You can download it at crackedlabs.org. There's also at least a document containing the contents and references in English. So what has to be done? One option could look like that. This is not my laptop? No. I've been using the internet since the early 1990s, so I know that
at the same time information technology is great, but in the moment it's mainly companies and governments who are accessing our data. It's not balanced at all. Most of it is happening in a largely non-transparent way. Here's a quick summary of basic policy recommendations concerning
corporate data collection which resulted from a research report. I think the most urgent challenge is to make corporate data collection more transparent. After that, the never-ending story of the European data protection reform, I think we need it good to be good and we need
it soon. But even if we get the quality data protection regulation, I'm afraid this won't be enough. In the moment companies are not only in control of our personal data, they're even trying to shape our future information society. And they've got billions and billions of dollars.
I think we need much more support of decentralized privacy-aware technology. I'm having even a completely new industrial policy and billions for open source components and frameworks supporting another kind of innovation which is respecting our privacy.
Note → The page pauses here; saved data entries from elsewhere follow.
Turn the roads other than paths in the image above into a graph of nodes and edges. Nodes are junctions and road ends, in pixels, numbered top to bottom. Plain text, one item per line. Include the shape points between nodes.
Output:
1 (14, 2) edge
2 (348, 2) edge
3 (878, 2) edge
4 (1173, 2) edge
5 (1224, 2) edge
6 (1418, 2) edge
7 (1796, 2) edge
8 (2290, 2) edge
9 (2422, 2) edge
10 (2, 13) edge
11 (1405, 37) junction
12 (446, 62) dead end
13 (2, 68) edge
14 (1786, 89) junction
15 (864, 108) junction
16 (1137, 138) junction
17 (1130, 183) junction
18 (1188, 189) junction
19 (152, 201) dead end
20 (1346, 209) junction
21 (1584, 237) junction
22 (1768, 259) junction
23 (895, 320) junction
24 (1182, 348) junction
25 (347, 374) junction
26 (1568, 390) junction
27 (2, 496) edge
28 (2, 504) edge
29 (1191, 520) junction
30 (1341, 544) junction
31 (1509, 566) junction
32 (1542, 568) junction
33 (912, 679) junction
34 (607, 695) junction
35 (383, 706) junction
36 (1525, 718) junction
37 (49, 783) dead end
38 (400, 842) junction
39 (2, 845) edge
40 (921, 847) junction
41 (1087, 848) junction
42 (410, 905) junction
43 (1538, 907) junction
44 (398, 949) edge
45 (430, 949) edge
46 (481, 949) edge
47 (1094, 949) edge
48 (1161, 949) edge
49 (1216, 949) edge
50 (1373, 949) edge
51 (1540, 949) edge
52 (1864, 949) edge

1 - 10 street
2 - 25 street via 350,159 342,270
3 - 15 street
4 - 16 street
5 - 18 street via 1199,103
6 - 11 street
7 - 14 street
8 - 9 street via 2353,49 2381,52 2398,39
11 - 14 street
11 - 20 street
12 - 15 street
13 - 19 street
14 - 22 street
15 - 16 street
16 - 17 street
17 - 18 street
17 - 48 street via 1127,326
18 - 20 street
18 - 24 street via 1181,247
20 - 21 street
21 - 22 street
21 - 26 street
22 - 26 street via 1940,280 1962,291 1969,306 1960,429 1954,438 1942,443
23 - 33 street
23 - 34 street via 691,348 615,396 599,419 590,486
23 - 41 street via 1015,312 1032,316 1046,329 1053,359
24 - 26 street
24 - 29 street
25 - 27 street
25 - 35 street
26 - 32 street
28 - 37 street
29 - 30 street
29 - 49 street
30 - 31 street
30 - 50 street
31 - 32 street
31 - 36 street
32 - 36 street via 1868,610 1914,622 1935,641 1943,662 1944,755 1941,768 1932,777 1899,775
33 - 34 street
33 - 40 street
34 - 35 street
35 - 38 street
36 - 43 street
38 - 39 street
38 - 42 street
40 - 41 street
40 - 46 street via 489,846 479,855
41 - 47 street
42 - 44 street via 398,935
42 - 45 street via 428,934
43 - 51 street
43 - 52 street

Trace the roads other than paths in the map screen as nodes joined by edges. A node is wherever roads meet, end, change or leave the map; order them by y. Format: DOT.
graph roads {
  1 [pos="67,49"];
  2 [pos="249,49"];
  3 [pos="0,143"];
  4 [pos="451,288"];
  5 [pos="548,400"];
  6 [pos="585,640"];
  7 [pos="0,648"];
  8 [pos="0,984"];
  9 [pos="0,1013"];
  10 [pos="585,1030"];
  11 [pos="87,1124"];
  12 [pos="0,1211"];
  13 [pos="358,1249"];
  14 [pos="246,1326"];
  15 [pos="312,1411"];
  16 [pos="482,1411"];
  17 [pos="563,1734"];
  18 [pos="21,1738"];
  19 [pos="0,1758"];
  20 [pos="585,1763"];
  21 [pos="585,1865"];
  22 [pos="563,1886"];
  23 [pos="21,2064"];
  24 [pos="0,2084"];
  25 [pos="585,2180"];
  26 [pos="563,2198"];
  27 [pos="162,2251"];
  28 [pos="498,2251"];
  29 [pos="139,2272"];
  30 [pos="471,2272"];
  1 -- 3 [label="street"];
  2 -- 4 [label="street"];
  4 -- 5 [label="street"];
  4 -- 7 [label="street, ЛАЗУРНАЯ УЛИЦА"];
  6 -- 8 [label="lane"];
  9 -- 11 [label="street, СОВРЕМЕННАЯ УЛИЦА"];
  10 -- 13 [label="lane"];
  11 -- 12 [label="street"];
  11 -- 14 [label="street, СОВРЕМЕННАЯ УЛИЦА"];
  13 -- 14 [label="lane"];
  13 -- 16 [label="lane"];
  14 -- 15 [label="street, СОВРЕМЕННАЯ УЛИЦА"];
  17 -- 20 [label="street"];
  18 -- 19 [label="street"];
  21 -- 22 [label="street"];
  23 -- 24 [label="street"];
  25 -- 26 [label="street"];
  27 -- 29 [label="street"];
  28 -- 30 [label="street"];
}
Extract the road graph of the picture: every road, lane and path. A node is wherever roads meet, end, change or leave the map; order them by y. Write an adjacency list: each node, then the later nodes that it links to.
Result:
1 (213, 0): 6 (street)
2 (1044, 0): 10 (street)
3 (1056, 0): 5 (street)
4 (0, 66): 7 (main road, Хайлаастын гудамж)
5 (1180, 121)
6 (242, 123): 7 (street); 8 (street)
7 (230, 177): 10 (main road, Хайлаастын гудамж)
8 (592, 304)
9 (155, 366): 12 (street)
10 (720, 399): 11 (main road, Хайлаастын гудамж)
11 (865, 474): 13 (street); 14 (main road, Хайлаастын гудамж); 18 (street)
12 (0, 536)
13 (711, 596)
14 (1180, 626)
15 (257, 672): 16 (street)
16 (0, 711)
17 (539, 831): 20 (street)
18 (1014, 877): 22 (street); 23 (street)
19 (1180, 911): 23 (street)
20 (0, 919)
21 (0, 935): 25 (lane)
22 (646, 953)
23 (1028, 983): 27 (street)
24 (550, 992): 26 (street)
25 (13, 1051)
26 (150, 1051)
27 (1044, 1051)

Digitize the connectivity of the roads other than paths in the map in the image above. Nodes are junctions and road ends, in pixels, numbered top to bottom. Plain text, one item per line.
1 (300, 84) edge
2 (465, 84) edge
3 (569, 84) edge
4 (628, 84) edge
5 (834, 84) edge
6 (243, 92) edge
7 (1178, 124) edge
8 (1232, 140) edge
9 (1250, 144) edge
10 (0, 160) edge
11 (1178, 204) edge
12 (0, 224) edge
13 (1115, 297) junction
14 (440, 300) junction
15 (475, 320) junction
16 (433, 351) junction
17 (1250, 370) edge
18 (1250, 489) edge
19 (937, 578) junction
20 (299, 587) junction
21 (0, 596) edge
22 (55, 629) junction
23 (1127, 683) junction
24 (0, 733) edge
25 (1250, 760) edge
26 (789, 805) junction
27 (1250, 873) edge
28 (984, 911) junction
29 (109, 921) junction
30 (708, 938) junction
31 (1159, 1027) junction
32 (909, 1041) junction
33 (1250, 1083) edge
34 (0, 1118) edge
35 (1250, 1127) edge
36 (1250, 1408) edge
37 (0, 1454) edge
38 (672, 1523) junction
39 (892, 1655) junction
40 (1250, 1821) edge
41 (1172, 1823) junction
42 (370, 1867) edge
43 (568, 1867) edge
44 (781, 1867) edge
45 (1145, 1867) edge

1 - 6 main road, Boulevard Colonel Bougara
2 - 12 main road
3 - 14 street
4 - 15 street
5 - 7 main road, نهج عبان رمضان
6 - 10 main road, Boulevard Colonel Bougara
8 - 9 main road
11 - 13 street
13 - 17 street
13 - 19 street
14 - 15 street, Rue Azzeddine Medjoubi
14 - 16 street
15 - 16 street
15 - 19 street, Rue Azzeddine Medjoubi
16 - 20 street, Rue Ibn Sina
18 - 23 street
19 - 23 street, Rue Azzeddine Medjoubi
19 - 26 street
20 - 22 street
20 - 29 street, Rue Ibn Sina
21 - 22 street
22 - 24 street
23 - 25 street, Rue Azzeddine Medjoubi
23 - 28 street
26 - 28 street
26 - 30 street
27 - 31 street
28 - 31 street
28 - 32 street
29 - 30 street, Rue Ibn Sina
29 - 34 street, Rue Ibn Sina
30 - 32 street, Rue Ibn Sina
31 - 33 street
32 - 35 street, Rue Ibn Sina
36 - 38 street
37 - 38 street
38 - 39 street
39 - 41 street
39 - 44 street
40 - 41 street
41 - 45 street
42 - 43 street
And then there is this large group of people committed to this kind of another internet. I think it's crucial to make digital civil society much stronger and we need much more digital literacy. And so this is the end. The big man Eric Schmidt said,
you have to fight for your privacy or you will lose it. I'm asking friendly advice or a serious threat. I don't know. Thanks. I think we have time for one question while
we do the changeover. Does anybody have a question they'd like to ask? So I finished too fast now. One minute to spare. Anybody? Okay.